Clear acrylic glass, water, light, air currents,
temperature (climate in exhibition situation)
30.4 x 30.4 x 30.4 cm
Produced by Hans Haacke 2001
I have partially filled simple stereometric Plexiglas containers with water and have sealed them.The intrusion of light warms the inside of the boxes.
Since the inside temperature is always higher than the surrounding temperature, the enclosed water condenses: a delicate veil of drops begins to develop on the inside walls. At first, they are so small that it is only possible to distinguish single drops from up close. The drops grow—hour by hour—small ones combine with larger ones. The speed of growth depends on the intensity and the angle of the intruding light. After a day, a dense cover of clearly defined drops develops and they all reflect light. With continued condensation, some drops reach such a size that their weight overcomes the forces of adhesion and they run down along the walls, leaving a trace. This trace starts to grow together again. Weeks later, manifold traces, running side by side, have developed.

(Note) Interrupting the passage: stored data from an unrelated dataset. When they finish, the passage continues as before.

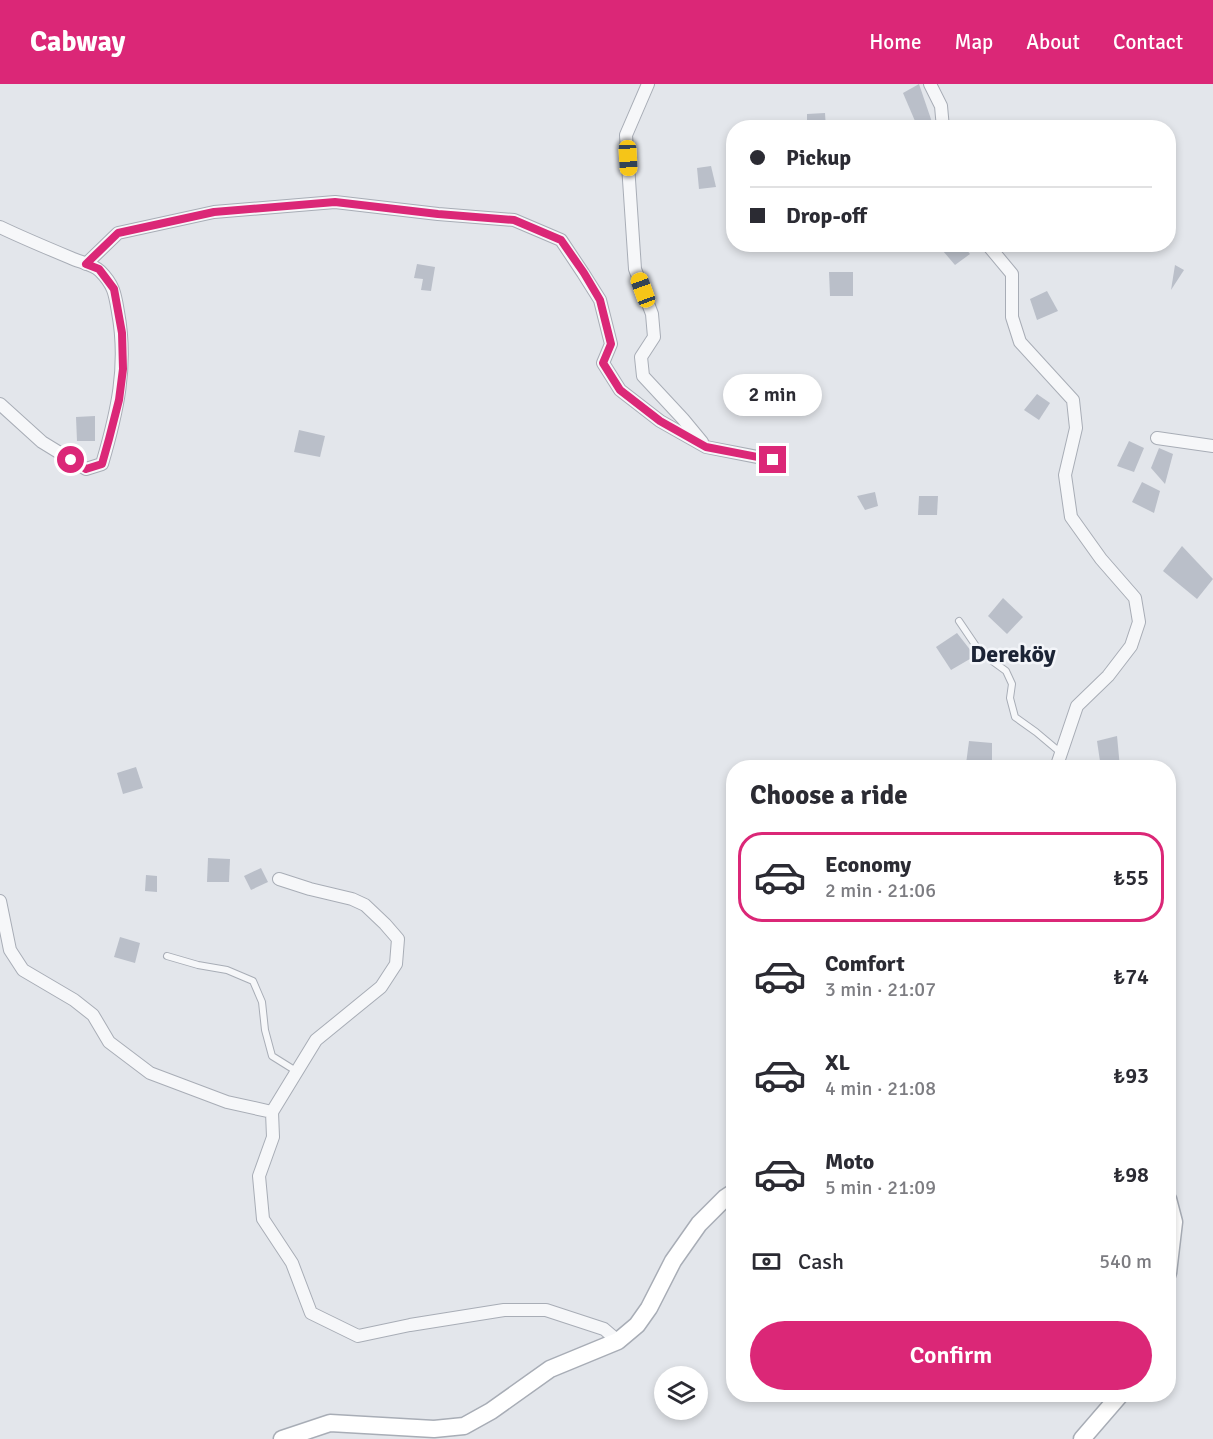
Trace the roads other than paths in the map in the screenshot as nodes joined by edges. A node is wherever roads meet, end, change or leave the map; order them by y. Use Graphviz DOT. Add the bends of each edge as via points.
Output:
graph roads {
  1 [pos="648,84"];
  2 [pos="930,84"];
  3 [pos="942,120"];
  4 [pos="0,227"];
  5 [pos="994,252"];
  6 [pos="86,264"];
  7 [pos="0,404"];
  8 [pos="1157,438"];
  9 [pos="1213,446"];
  10 [pos="706,447"];
  11 [pos="773,460"];
  12 [pos="959,621"];
  13 [pos="1061,754"];
  14 [pos="1059,760"];
  15 [pos="279,879"];
  16 [pos="0,901"];
  17 [pos="167,956"];
  18 [pos="296,1071"];
  19 [pos="272,1112"];
  20 [pos="726,1197"];
  21 [pos="618,1341"];
  22 [pos="1114,1402"];
  23 [pos="282,1439"];
  24 [pos="1082,1439"];
  1 -- 10 [label="street" via="626,135 635,268 652,314 654,337 641,357 644,376"];
  2 -- 3 [label="street" via="941,106"];
  4 -- 6 [label="street"];
  5 -- 13 [label="street" via="1012,274 1012,317 1020,342 1073,400 1077,428 1065,475 1071,517 1134,598 1139,622 1131,646 1077,706"];
  6 -- 7 [label="street" via="99,269 114,289 122,333 119,400 102,464 86,469 42,441"];
  6 -- 10 [label="street" via="118,233 214,212 335,202 514,220 561,240 584,273 600,300 611,344 603,363 620,390 660,421"];
  8 -- 9 [label="street"];
  10 -- 11 [label="street"];
  12 -- 13 [label="lane" via="980,652 1006,671 1012,684 1010,698 1015,717"];
  13 -- 14 [label="street"];
  15 -- 18 [label="street" via="365,905 398,939 396,964 381,987 316,1040"];
  16 -- 19 [label="street" via="10,950 23,970 84,1007 109,1042 150,1072 227,1102"];
  17 -- 18 [label="lane" via="227,970 253,981 262,1002 272,1056"];
  18 -- 19 [label="street"];
  19 -- 21 [label="street" via="273,1137 259,1176 263,1219 292,1263 311,1313 358,1336 504,1310 546,1310 604,1329"];
  20 -- 21 [label="street" via="699,1224 673,1261 637,1325"];
  21 -- 23 [label="street" via="550,1369 464,1426 435,1429 330,1423"];
  22 -- 24 [label="street"];
}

According to their respective age, they have drops of varying sizes. The process of condensation does not end. The box’s appearance changes steadily yet slowly and never repeats itself. The conditions are comparable to a living organism which reacts in a flexible manner to its surroundings. The image of condensation cannot be precisely predicted. It changes freely, bound only by statistical limits—I like this freedom.